Now, as promised, the reason behind my post yesterday about black holes...beside it being informative and timely.
What follows is an excerpt of a short story I just finished.  It's the first draft, so there's still a ways to go revision-wise.  It will be part of a collection of science fiction stories that I am tentatively calling Esoteric Synaptic Events.  This story is called "Hard Port."


    Rogers was dead.  I didn’t know for how long, but no color remained on his face.
    “Hard port!”  Captain Zambrano’s voice called through the ship’s intercraft speakers.
    The ship lurched to port.  My upper left arm met a fixture of chromium steel.  I heard the engines strain and the smelled the faint odor of electrical fire.  The purpose of my visit to the engine room was to offer Rogers a sandwich.  Quite measly fare for dinner, but it was tuna on wheat, light mayonnaise with a touch of garlic.  Just the way he liked it.  Lucky for him, it was the one meal I could prepare despite the pitch and wobble of the ship. 
    Should I cut him down?  I wondered as I watched the dead man dangle from an electrical cable tied to the catwalk.  Did it really matter at this point?  Nauseated by the corpse’s sway, I decided there must still be such a thing as dignity, even in the final hours.  No.  More like minutes. 
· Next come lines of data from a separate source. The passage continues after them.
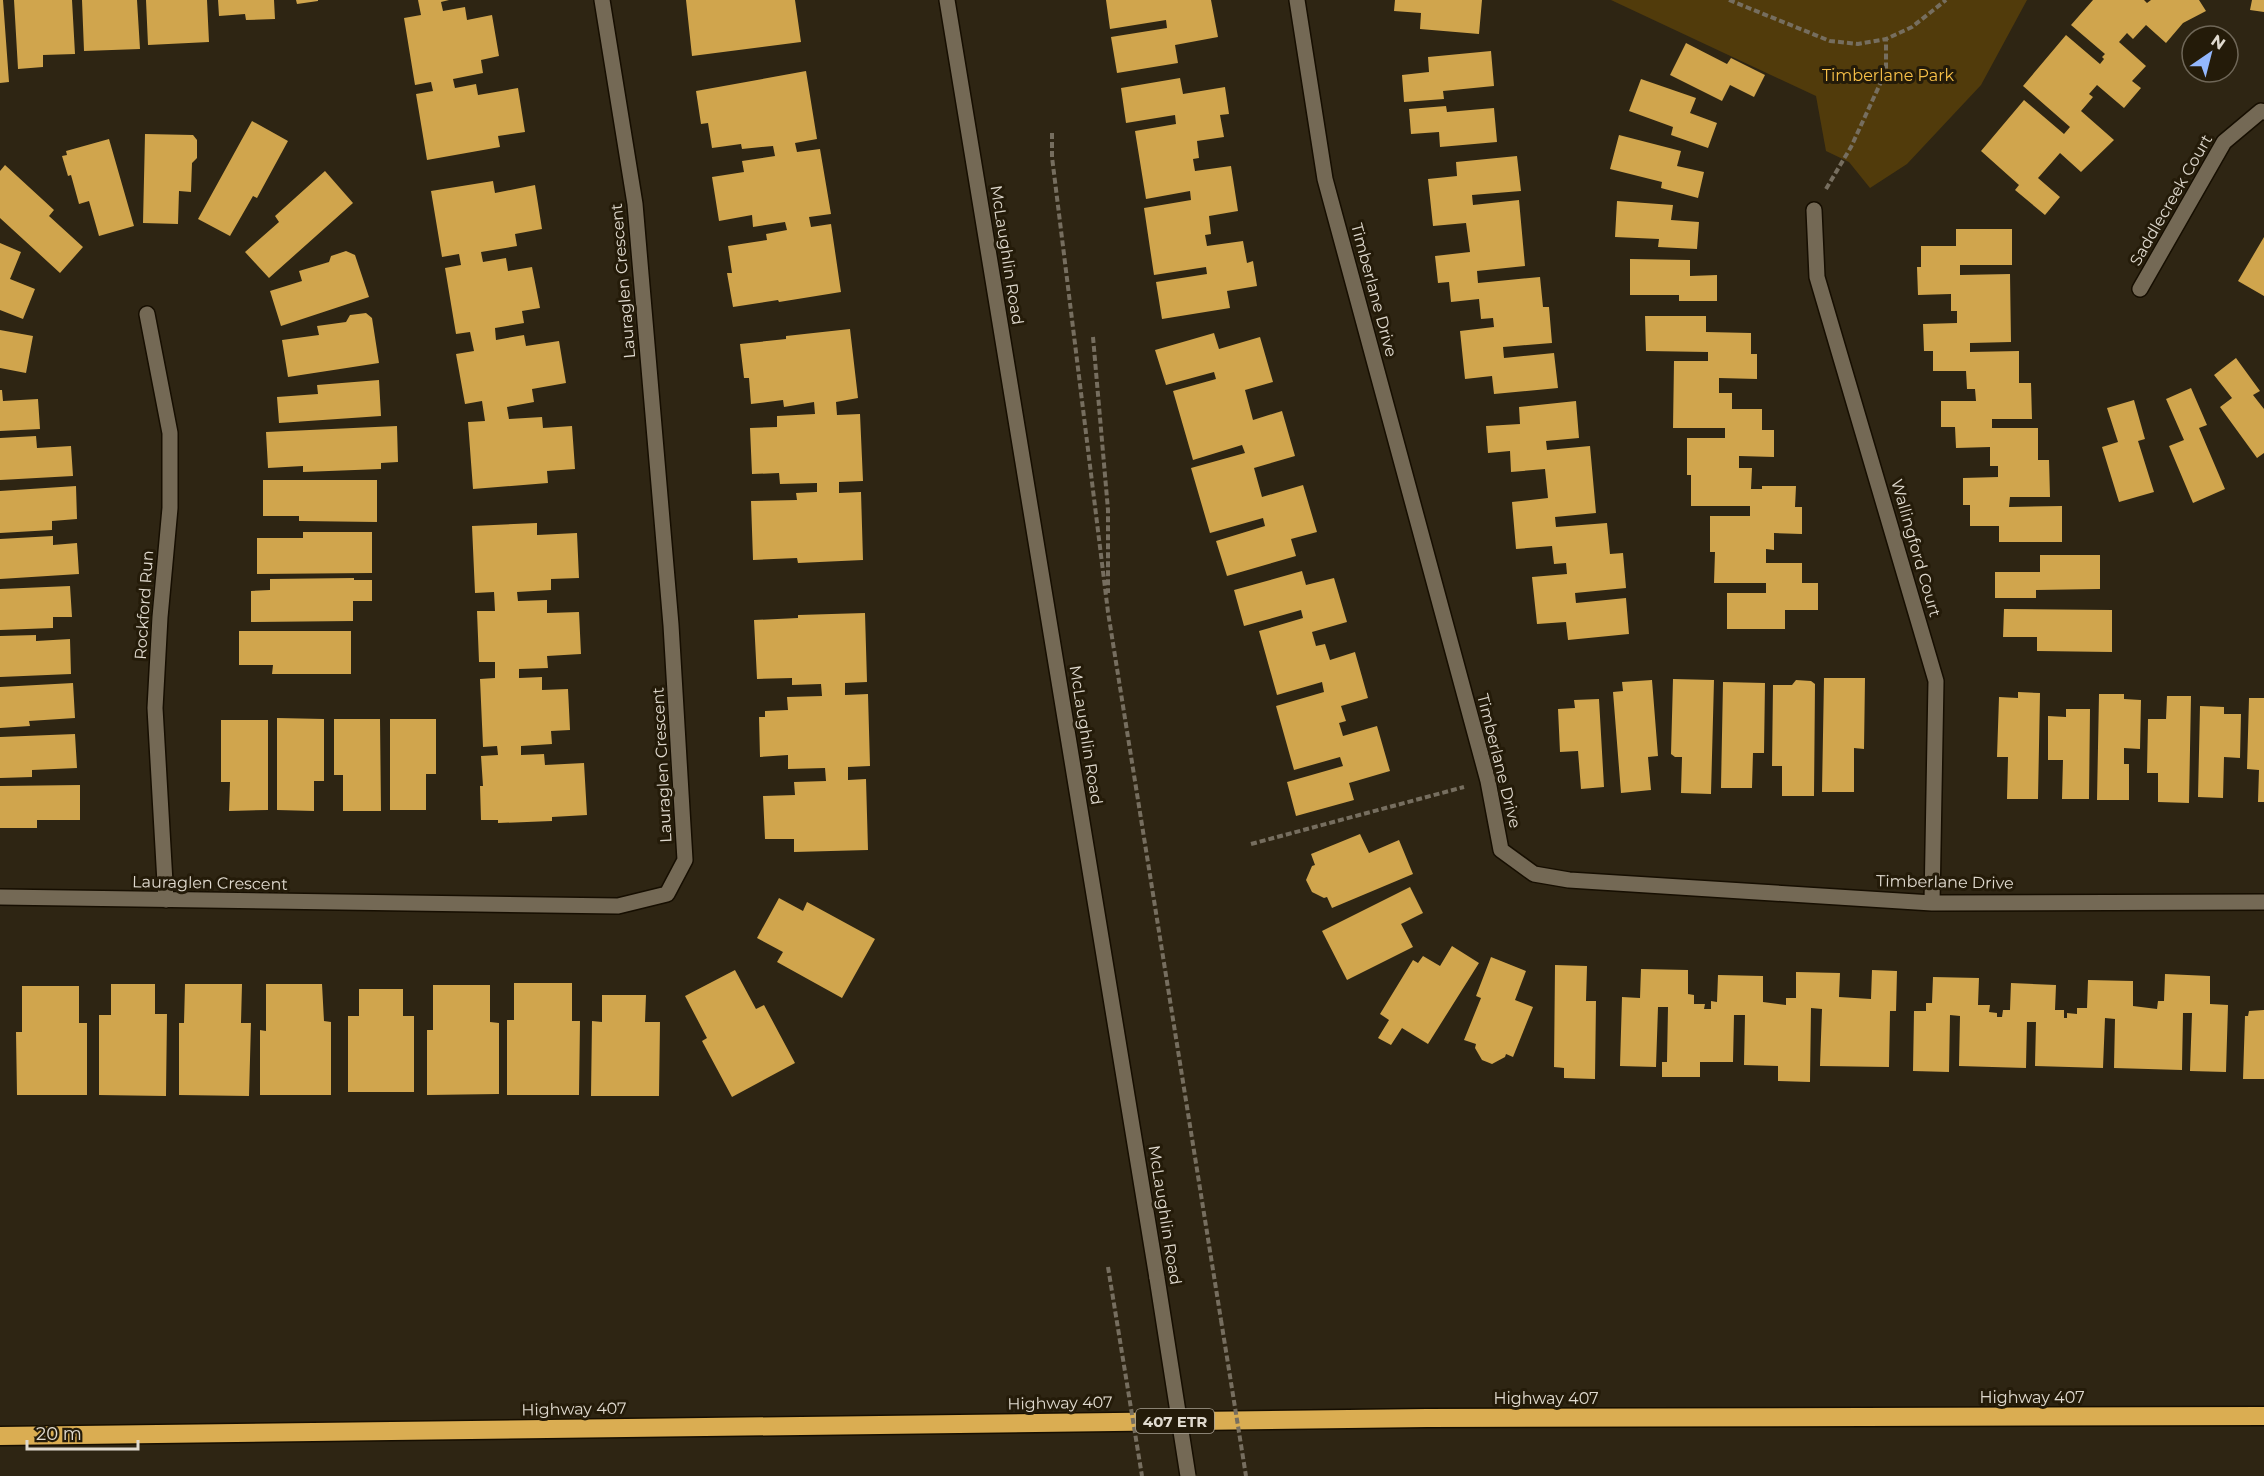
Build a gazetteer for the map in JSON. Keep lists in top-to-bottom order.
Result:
{
  "streets": {
    "highway": ["Highway 407", "407 ETR"],
    "street": [
      "Saddlecreek Court",
      "McLaughlin Road",
      "Lauraglen Crescent",
      "Timberlane Drive",
      "Wallingford Court",
      "Rockford Run"
    ]
  },
  "crossings": [
    ["Lauraglen Crescent", "Rockford Run"],
    ["Timberlane Drive", "Wallingford Court"]
  ],
  "parks": ["Timberlane Park"],
  "scale_bar": "20 m",
  "north": "top right"
}
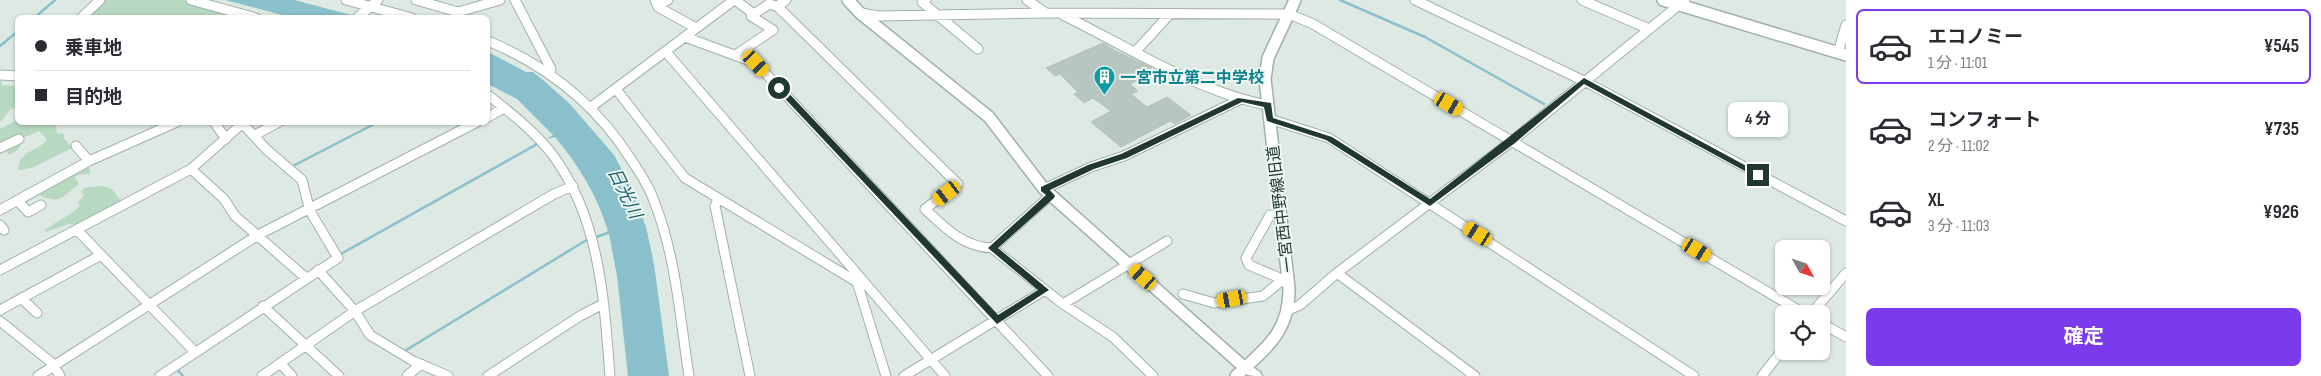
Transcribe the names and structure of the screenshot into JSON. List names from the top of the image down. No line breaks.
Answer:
{"streets":{"street":["一宮西中野線旧道"]},"water":["日光川"],"places":{"building":["一宮市立第二中学校"]},"north":"bottom right","page":{"list":[{"name":"エコノミー","note":"1 分 · 11:01","value":"¥545"},{"name":"コンフォート","note":"2 分 · 11:02","value":"¥735"},{"name":"XL","note":"3 分 · 11:03","value":"¥926"}],"banner":["乗車地","目的地"],"bubble":"4 分","buttons":"確定"}}
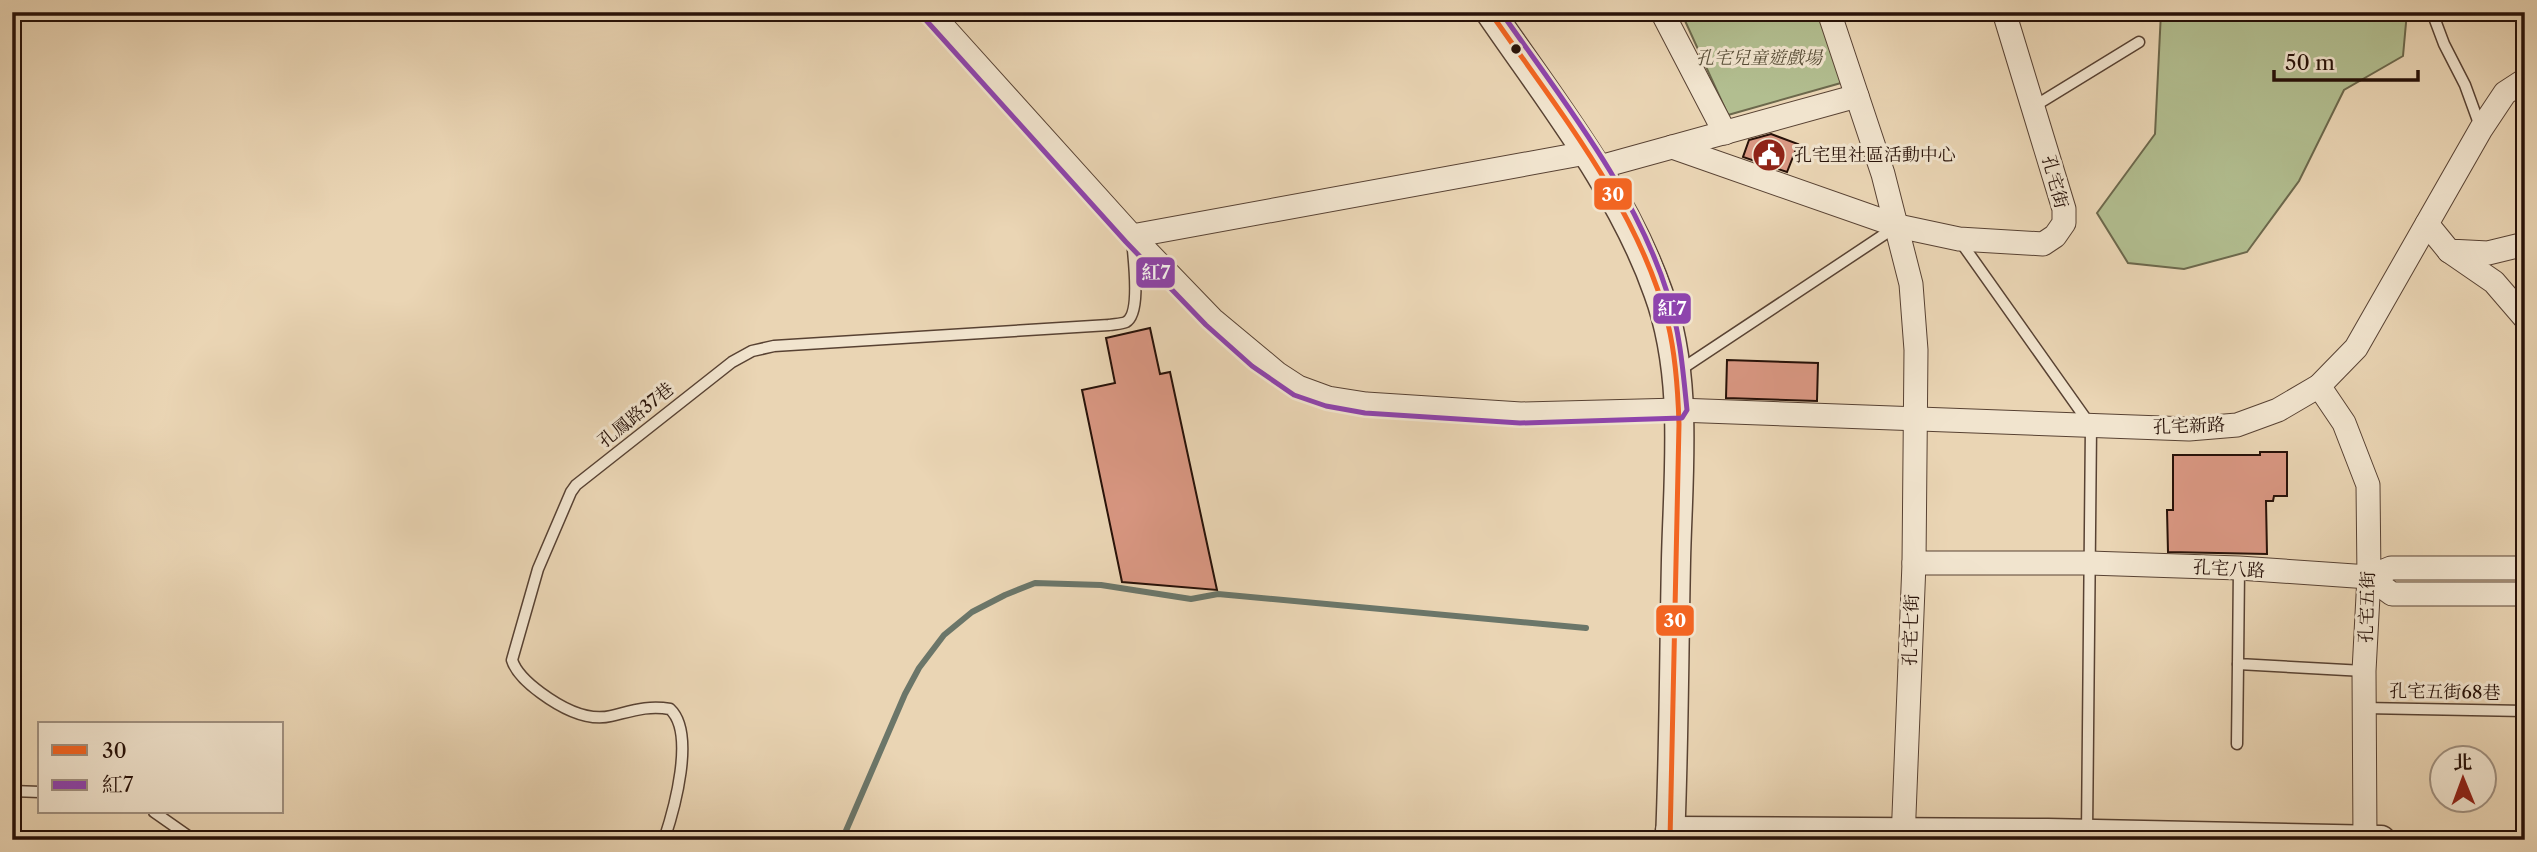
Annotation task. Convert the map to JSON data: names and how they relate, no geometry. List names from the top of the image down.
{
  "streets": {
    "street": [
      "孔宅街",
      "孔宅新路",
      "孔宅八路",
      "孔宅五街",
      "孔宅七街"
    ],
    "lane": ["孔鳳路37巷", "孔宅五街68巷"]
  },
  "crossings": [
    ["孔鳳路37巷", "孔宅新路"],
    ["孔宅新路", "孔宅五街"],
    ["孔宅新路", "孔宅七街"],
    ["孔宅八路", "孔宅五街"],
    ["孔宅八路", "孔宅七街"],
    ["孔宅五街", "孔宅五街68巷"]
  ],
  "parks": ["孔宅兒童遊戲場"],
  "places": {
    "public building": ["孔宅里社區活動中心"]
  },
  "lines": ["transit line 30", "transit line 紅7"],
  "legend": ["30", "紅7"],
  "scale_bar": "50 m",
  "north": "top"
}
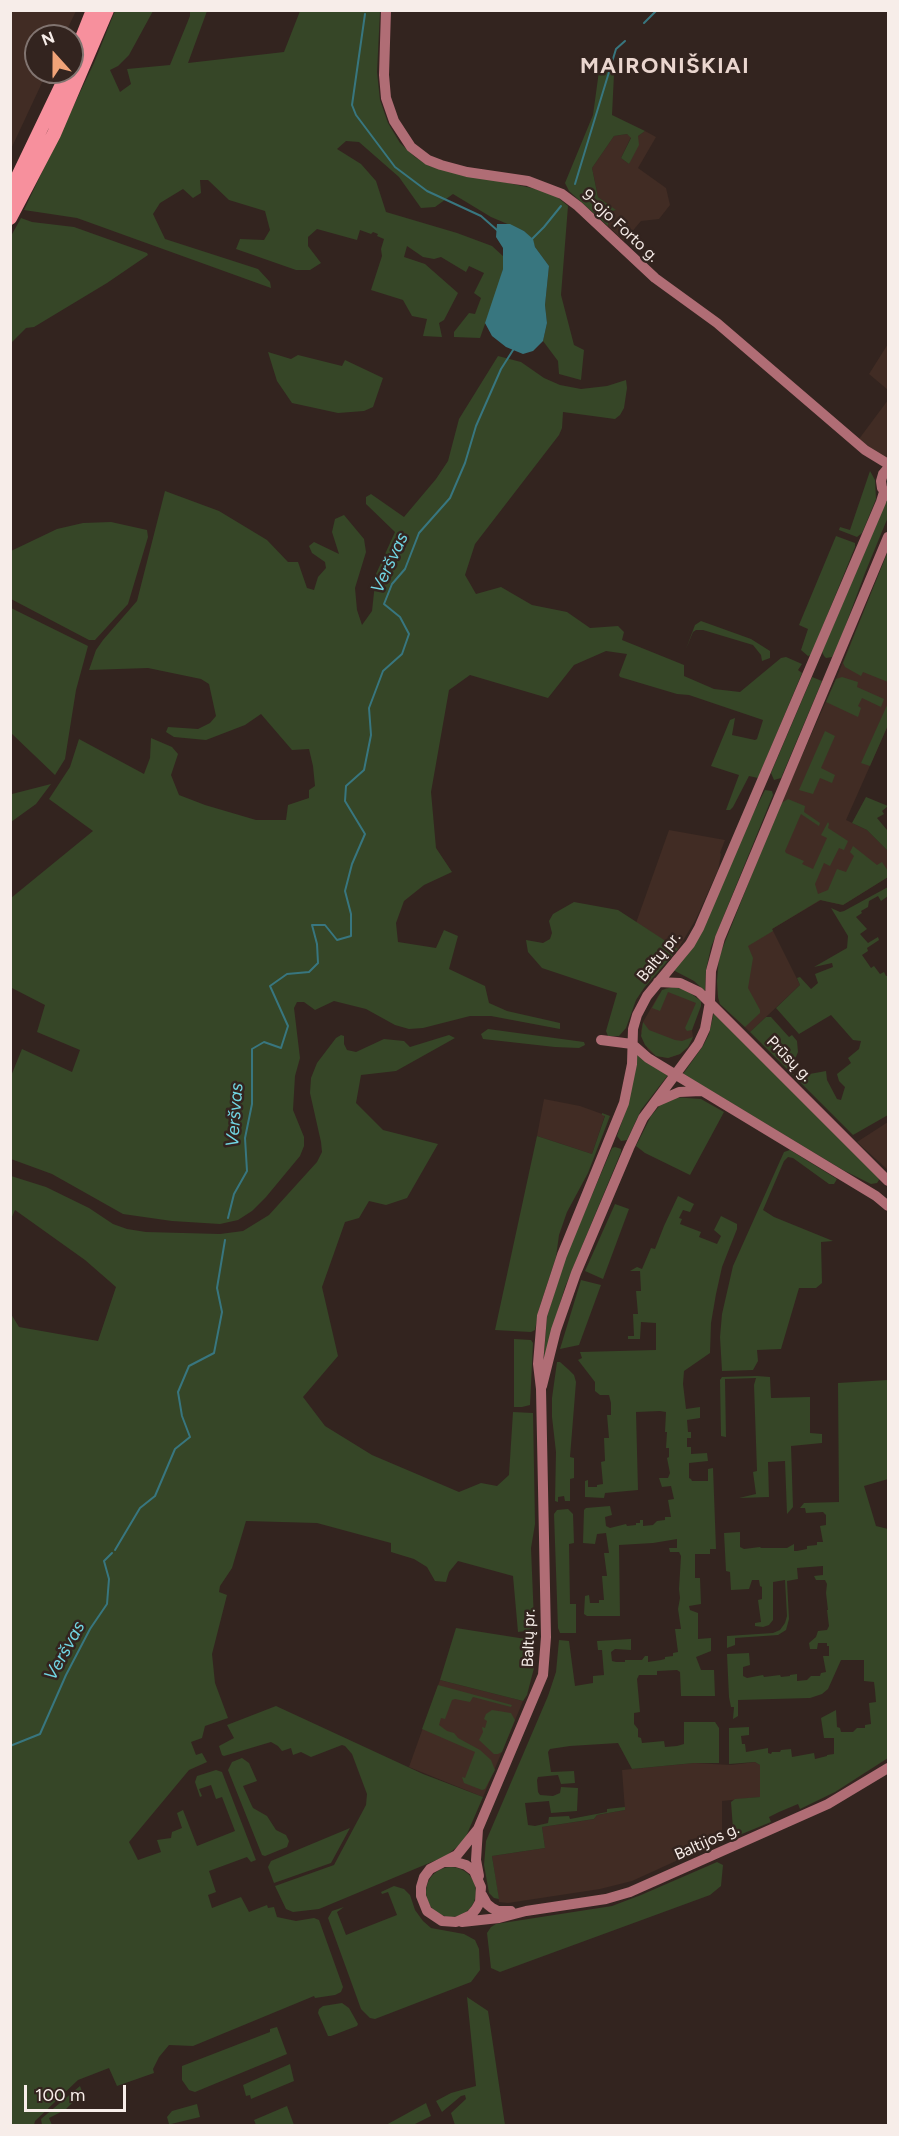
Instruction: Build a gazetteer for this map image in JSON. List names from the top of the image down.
{
  "streets": {
    "street": [
      "9-ojo Forto g.",
      "Baltų pr.",
      "Prūsų g.",
      "Baltijos g."
    ]
  },
  "crossings": [
    ["9-ojo Forto g.", "Baltų pr."],
    ["Baltų pr.", "Prūsų g."],
    ["Baltų pr.", "Baltijos g."]
  ],
  "districts": ["MAIRONIŠKIAI"],
  "water": ["Veršvas"],
  "scale_bar": "100 m",
  "north": "top"
}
    The X, crown jewel of the Quest shipping line, carried a cargo of thirty thousand tons of silicon in its hold on this, its fifth day out of Altair 6.  A slow freight vessel, it slogged its way through the quadrant on a heading for Earth and the conclusion of terms between Quest Shipping and the Viably Experienced Galactic Mineral Company.  It was my 23rd flight through space with the crew.  It was my first mission serving under Ricardo Zambrano as Captain.  Zambrano came up through the ranks with me, just as the rest of the crew did and he was possessed of a well-seasoned record.  We kept implicit faith that Zambrano could steer the ship through any challenge. 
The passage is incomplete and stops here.